Un cuento cruel

Perplejos en la ciudad

 

Al principio, no sabía de dónde ni de quién provenía la amenaza. Pero alguien le señaló, le denunció y desde aquel día fue perseguido, detenido y juzgado. Lo encarcelaron, lo torturaron, lo destruyeron. ¿Fue algún vecino?, ¿tal vez alguna novia despechada?, ¿algún fanático del fútbol o de una secta política o religiosa?, ¿algún lector de poemas dedicados a la mujer de ese mismo lector? La verdad es que no lo sabía. Todo eran dudas y sospechas, conspiraciones. Incluso dudó y sospechó de otro poeta, mal escribidor de reseñas, y también de un cierto crítico literario, mal poeta, o poetastro, como se decía en la antigüedad.

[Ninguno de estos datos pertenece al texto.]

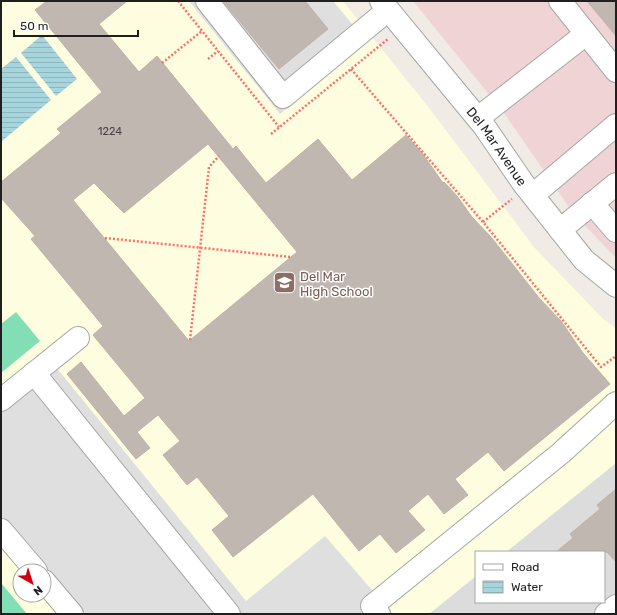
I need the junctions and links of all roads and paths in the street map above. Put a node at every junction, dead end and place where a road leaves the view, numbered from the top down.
1 (178, 1) edge
2 (207, 1) edge
3 (560, 1) edge
4 (385, 5) edge
5 (202, 31) junction
6 (586, 34) junction
7 (389, 38) dead end
8 (218, 51) junction
9 (208, 59) dead end
10 (162, 63) dead end
11 (351, 69) junction
12 (616, 70) edge
13 (478, 118) junction
14 (616, 125) edge
15 (280, 127) junction
16 (271, 134) dead end
17 (219, 156) dead end
18 (616, 184) edge
19 (523, 197) junction
20 (592, 203) junction
21 (483, 222) junction
22 (560, 230) junction
23 (616, 231) edge
24 (105, 238) dead end
25 (200, 248) junction
26 (291, 257) dead end
27 (616, 286) edge
28 (78, 338) dead end
29 (190, 340) dead end
30 (616, 356) edge
31 (34, 373) junction
32 (1, 400) edge
33 (616, 403) edge
34 (616, 424) edge
35 (561, 453) junction
36 (1, 530) edge
37 (29, 563) edge
38 (52, 590) edge
39 (616, 606) edge
40 (72, 614) edge
41 (229, 614) edge
42 (379, 614) edge
43 (606, 614) edge

1 - 5 path
2 - 4 street
3 - 6 street
4 - 13 street, Del Mar Avenue
5 - 8 path
5 - 10 path
6 - 12 street
6 - 13 street
7 - 11 path
8 - 9 path
8 - 15 path
11 - 15 path
11 - 21 path
13 - 19 street, Del Mar Avenue
14 - 19 street
15 - 16 path
17 - 25 path
18 - 20 street
19 - 21 path
19 - 22 street, Del Mar Avenue
20 - 22 street
20 - 23 street
21 - 30 path
22 - 27 street, Del Mar Avenue
24 - 25 path
25 - 26 path
25 - 29 path
28 - 31 street
31 - 32 street
31 - 41 street
33 - 35 street
34 - 35 street
35 - 42 street
36 - 37 street
38 - 40 street
39 - 43 street

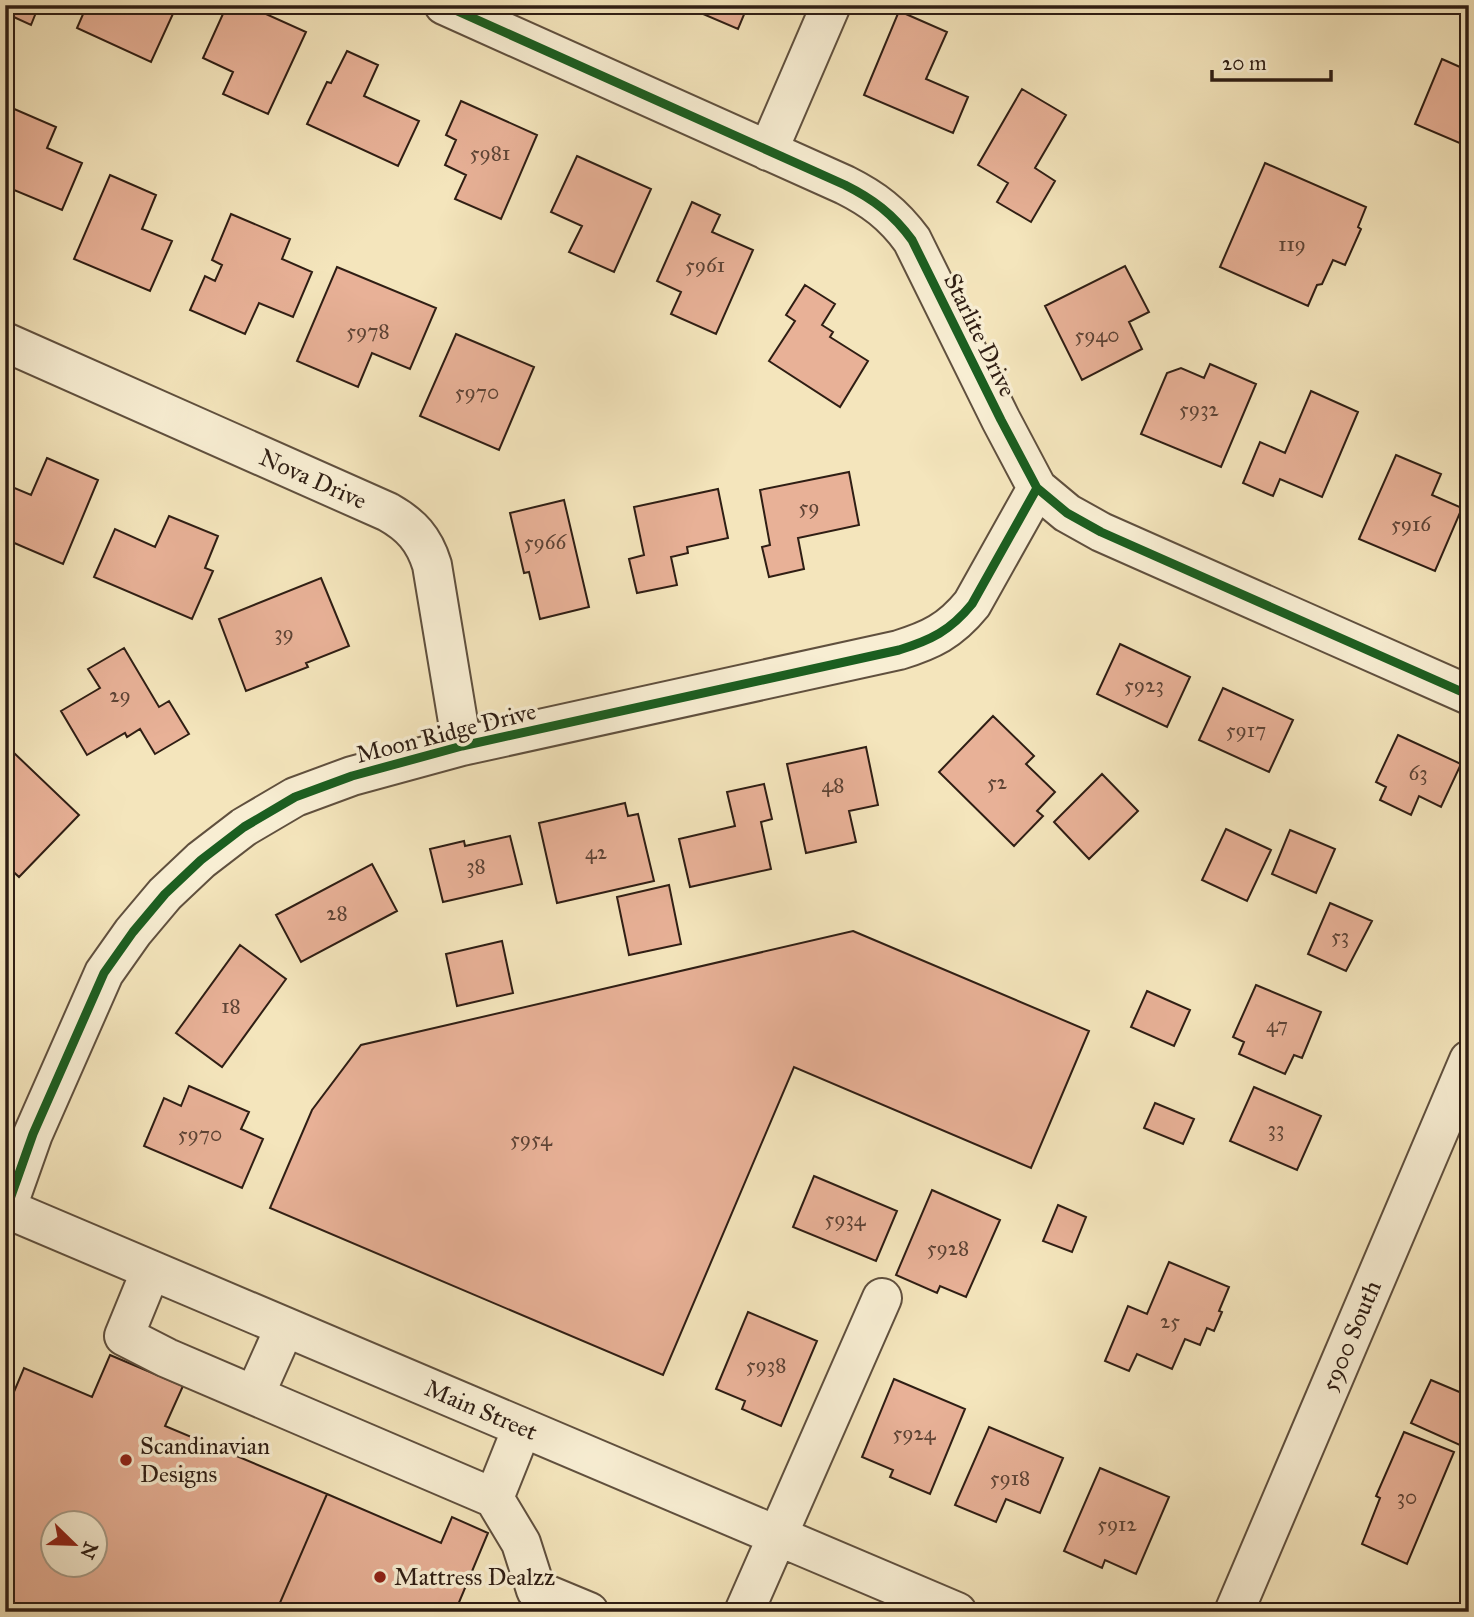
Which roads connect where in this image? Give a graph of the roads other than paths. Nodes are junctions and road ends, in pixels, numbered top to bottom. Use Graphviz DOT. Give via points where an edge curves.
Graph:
graph roads {
  1 [pos="444,5"];
  2 [pos="831,5"];
  3 [pos="768,151"];
  4 [pos="5,342"];
  5 [pos="1037,488"];
  6 [pos="1469,695"];
  7 [pos="462,746"];
  8 [pos="1469,1060"];
  9 [pos="1457,1120"];
  10 [pos="6,1210"];
  11 [pos="151,1270"];
  12 [pos="882,1298"];
  13 [pos="285,1327"];
  14 [pos="255,1394"];
  15 [pos="522,1428"];
  16 [pos="494,1497"];
  17 [pos="778,1536"];
  18 [pos="531,1601"];
  19 [pos="589,1612"];
  20 [pos="744,1612"];
  21 [pos="957,1612"];
  22 [pos="1234,1612"];
  1 -- 3 [label="street, Starlite Drive"];
  2 -- 3 [label="street"];
  3 -- 5 [label="street, Starlite Drive" via="862,194 903,227"];
  4 -- 7 [label="street, Nova Drive" via="388,512 410,526 427,549 432,565"];
  5 -- 6 [label="street, Starlite Drive" via="1067,513 1101,532"];
  5 -- 7 [label="street, Moon Ridge Drive" via="972,604 941,634 899,650"];
  7 -- 10 [label="street, Moon Ridge Drive" via="295,797 244,827 165,894 104,973 33,1134"];
  8 -- 9 [label="street, 5900 South"];
  9 -- 22 [label="street, 5900 South"];
  10 -- 11 [label="street, Main Street"];
  11 -- 13 [label="street, Main Street"];
  11 -- 14 [label="street" via="124,1336"];
  12 -- 17 [label="street"];
  13 -- 14 [label="street"];
  13 -- 15 [label="street, Main Street"];
  14 -- 16 [label="street"];
  15 -- 16 [label="street"];
  15 -- 17 [label="street, Main Street"];
  16 -- 18 [label="street" via="521,1543"];
  17 -- 20 [label="street"];
  17 -- 21 [label="street, Main Street"];
  18 -- 19 [label="street"];
}
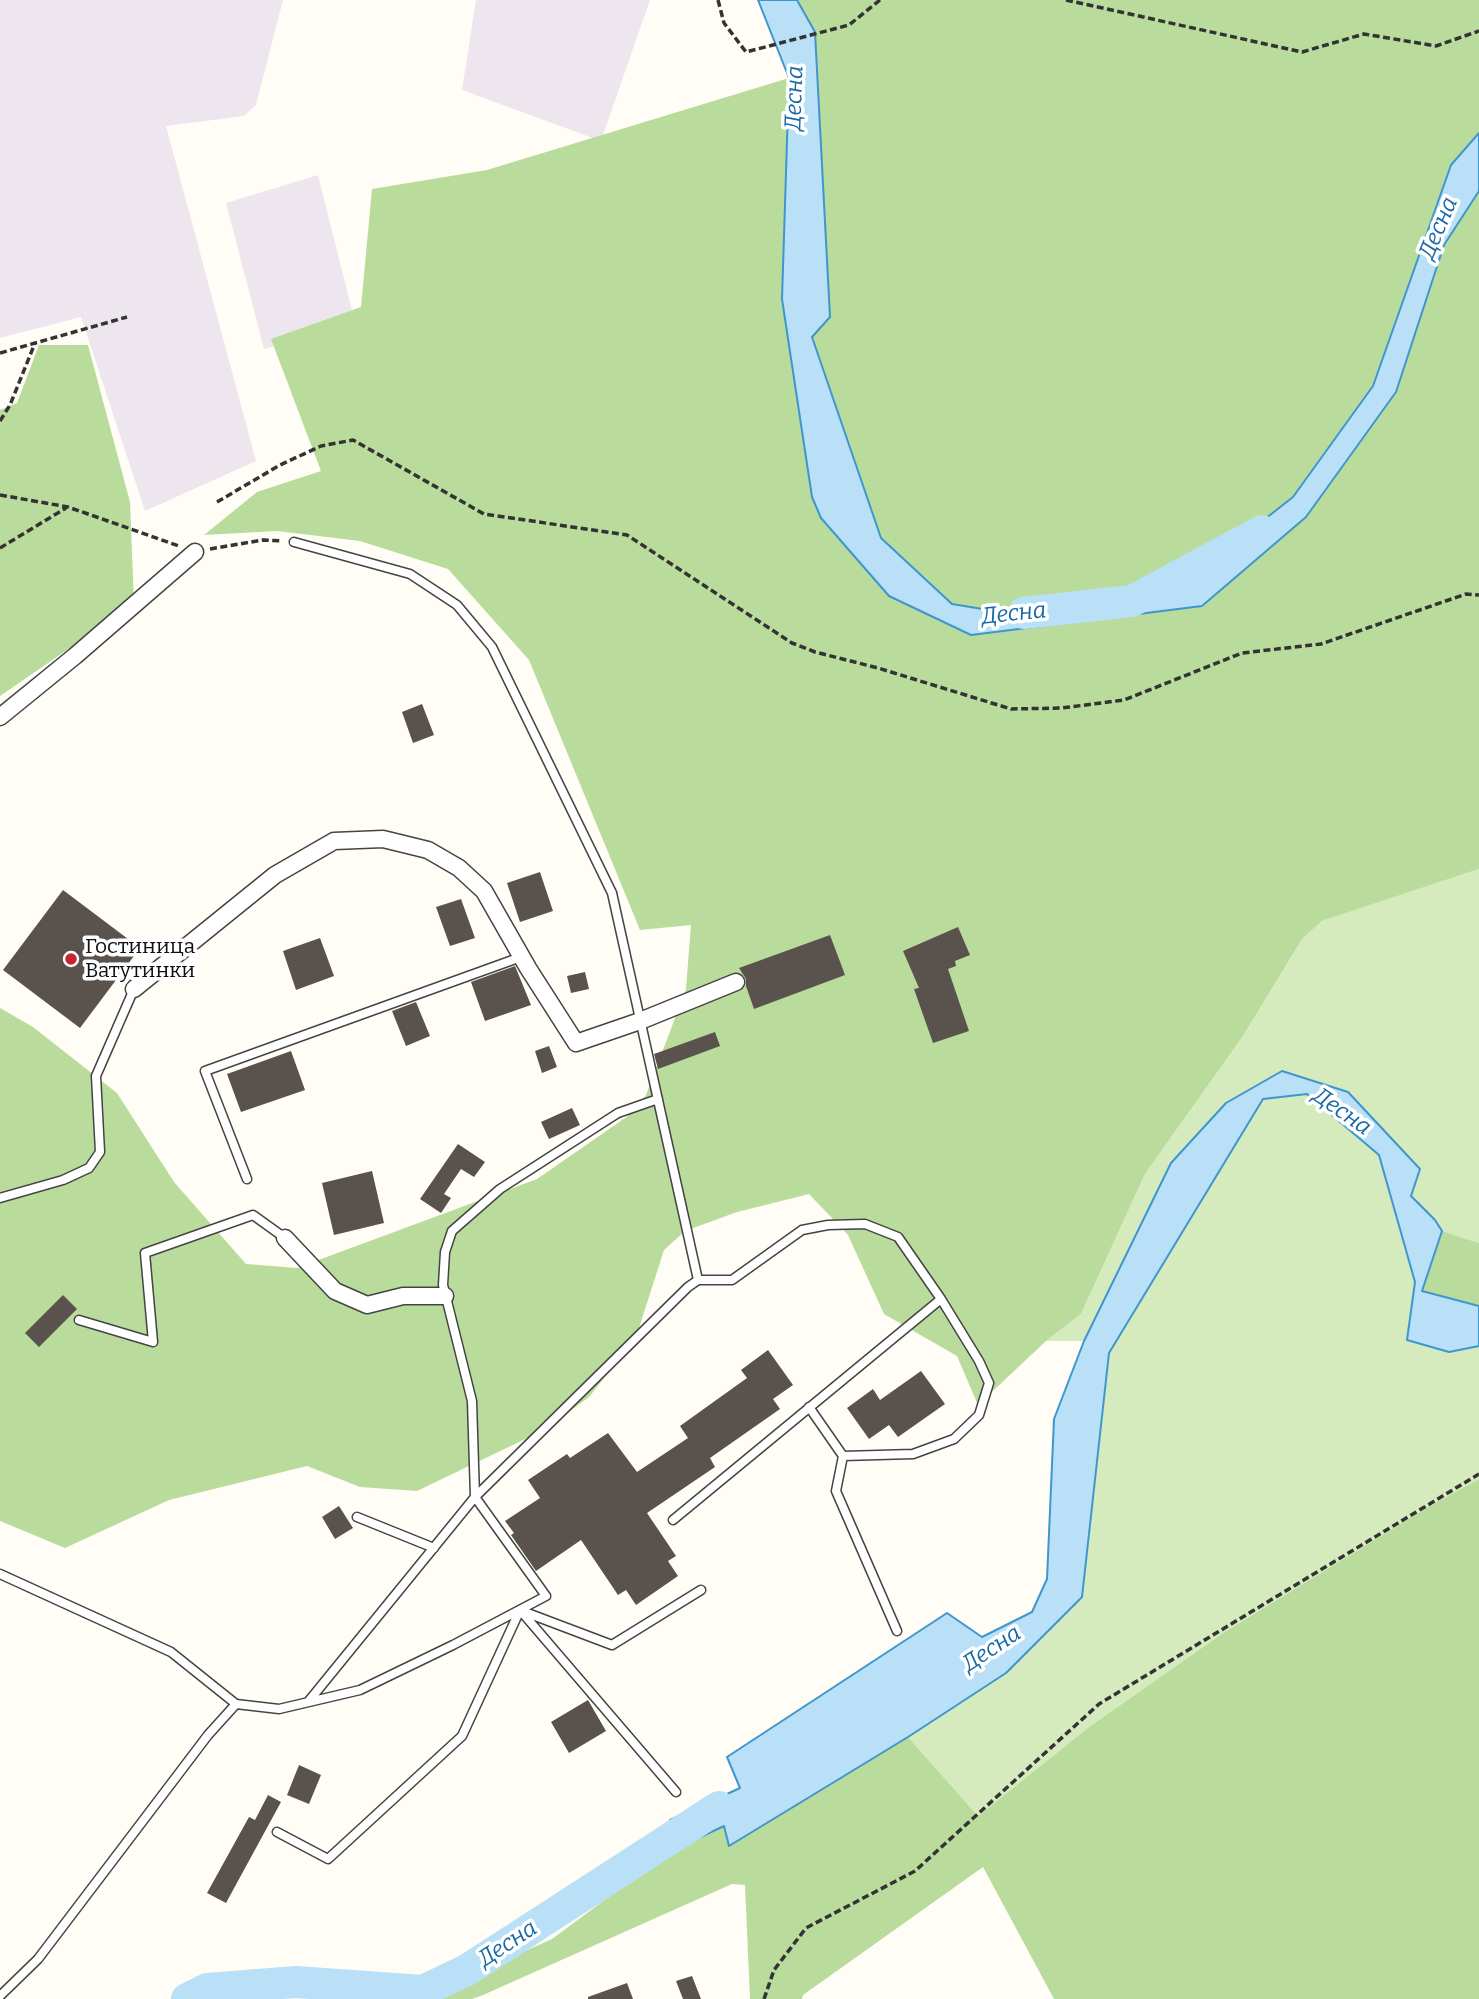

Un día, cuando le confesaron el nombre del delator (para torturarlo más), ya era demasiado tarde: se había quedado sordo y ciego. Al cabo de un tiempo, lo desollaron vivo. Trocearon su cuerpo a partes desiguales, pero con sentido de la proporción. Eran unos carniceros educados en el equilibrio clásico de las partes desiguales. Los trozos, en fuentes de plata, fueron llevados a un comedor secreto: las manos y los pies presentados en una fuente ovalada; la lengua, en una fuente rectangular; y el resto de miembros en una fuente más grande, una especie de jofaina, ribeteada de cobre. Las amputaciones, frescas aún, servidas en platos de porcelana, goteaban sangre y manchaban los manteles y servilletas. Sangrantes servilletas que besaban con deleite los comensales entre bocado y bocado. Llevaban el rostro cubierto por un velo transparente, que rasgaron a la altura de la boca. Cortaban los trozos con ayuda de un tenedor grande y un afilado cuchillo de carnicero. Hambrientos de carne viva y carne muerta, sedientos de sangre derramada, bastaron pocos minutos para que la carne fuera devorada por completo, ferozmente. Siguiendo una vieja tradición, arrojaban los huesos, según tamaño y sabor, a uno u otro de los cubos de basura que estaban depositados debajo de la mesa.

Nunca supo de dónde ni de quién pudo provenir aquella amenaza, aquella denuncia. Sin embargo, mientras sus huesos pelados se remueven bajo la tierra húmeda de un bosque, desasosegados, inquietos aún por la sospecha, alguien brinda cada noche con la que fue su mujer.